A Charter, that merely authorizes individuals to assume, and be known in law by, a corporate name, without pledging to them any protection against the ordinary liability of other individuals on their contracts, cannot be considered unconstitutional on the ground of “impairing the obligation of contracts.”
The usual objections made to the constitutionality of bank charters, is, that they are an evasion of that clause, which declares that “no State shall emit bills of credit.” The argument is, that what the State does by another, it does by itself—and that the creation of corporations, for the purpose of issuing bills of credit, is therefore as much a violation of the constitution as if the states were themselves to issue them. The principle is of course correct, that what one does by another, is done by himself—but the application of the principle to the case of banks chartered by a state, assumes two propositions, which are false, viz, 1st. That these corporations derive their authority to issue bills, from the grant of the state—and 2d. That in issuing them, they act as the agents of the state. Neither of these positions is correct. To issue bills of credit, that is, promissory notes, is a natural right. It is also a right, the exercise of which is specially protected by the constitution of the United States, as has been shown in a former chapter. It is one that the state governments cannot take from their citizens, and all those laws, which have attempted to deprive them of this right, are unconstitutional. The act of incorporation, then, gives no new right in this respect. It only authorizes the corporators to use a corporate name, in making such contracts, and doing such business, as they had a previous right to make and do in their own names. It also allows them to be known in law by that corporate name. The right of banking, or of contracting debts by giving promissory notes for the payment of money, is as much a natural right, as that of manufacturing cotton—and an act of legislation, incorporating a banking company, no more confers the right of banking, than an act incorporating a cotton manufacturing company, confers the right of manufacturing cotton.

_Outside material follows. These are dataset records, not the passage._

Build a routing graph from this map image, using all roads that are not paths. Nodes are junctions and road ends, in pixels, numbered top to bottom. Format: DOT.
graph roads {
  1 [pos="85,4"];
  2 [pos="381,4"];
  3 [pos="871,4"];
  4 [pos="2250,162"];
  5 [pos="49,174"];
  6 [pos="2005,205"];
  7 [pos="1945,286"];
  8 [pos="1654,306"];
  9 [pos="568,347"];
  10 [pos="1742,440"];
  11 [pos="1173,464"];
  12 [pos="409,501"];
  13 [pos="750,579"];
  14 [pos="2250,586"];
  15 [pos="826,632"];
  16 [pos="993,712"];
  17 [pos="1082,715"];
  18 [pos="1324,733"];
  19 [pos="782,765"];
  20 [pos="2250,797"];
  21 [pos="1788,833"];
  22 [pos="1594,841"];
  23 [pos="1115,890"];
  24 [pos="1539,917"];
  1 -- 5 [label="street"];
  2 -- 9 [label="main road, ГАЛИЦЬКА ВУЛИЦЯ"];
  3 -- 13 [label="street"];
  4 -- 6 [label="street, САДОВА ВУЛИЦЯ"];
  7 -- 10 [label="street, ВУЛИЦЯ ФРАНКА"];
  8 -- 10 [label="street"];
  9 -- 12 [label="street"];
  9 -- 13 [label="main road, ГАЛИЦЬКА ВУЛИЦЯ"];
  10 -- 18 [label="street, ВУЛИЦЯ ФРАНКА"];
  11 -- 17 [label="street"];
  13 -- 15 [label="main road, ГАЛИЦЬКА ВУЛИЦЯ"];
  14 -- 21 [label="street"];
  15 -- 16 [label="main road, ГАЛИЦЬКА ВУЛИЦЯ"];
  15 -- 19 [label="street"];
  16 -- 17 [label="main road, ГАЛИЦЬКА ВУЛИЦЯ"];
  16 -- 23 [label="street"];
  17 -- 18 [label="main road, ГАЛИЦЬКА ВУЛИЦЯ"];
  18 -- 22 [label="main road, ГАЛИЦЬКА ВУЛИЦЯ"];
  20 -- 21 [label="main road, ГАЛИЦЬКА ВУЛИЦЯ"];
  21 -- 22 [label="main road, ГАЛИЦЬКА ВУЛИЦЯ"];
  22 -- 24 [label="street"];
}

Banking corporations, then, are not, in any essential particular, the “creatures” of the state governments. Those governments create neither the individual corporators—nor furnish the capital with which they carry on their business. Nor do they confer the right of carrying on any business, which, but for the grant, they could not lawfully have carried on as individuals. A banking corporation is not necessarily any thing more than a certain number of individuals, exercising their natural and constitutional rights, and permitted to be known in law, under a different name and style from their ordinary ones. Neither are they, in any sense whatever, the agents of the State. They do not issue their bills of credit, for, or on behalf of, the state. The state does not “emit bills of credit” through them, any more than it manufactures cotton through the agency of the manufacturing companies, which it incorporates. Neither does the state furnish any of their capital, or participate in their profits. In short, these corporations are merely associations of men, doing a lawful business for themselves alone, under a name and style which the state permits them to assume.
If the granting of corporate names to banking companies, be a violation of the constitutional prohibition against the “state’s emitting bills of credit,” the granting of a corporate name to a manufacturing company, that should, in the course of its business, issue its promissory notes, would be equally such a violation. But will any one say that the promissory notes of all incorporated manufacturing companies are unconstitutional and void, as being within the prohibition to the States to “emit bills of credit?”
It must be evident, I think, that the prohibition upon the “states” to “emit bills of credit,” is a prohibition only upon the emission of bills upon the credit of the states themselves.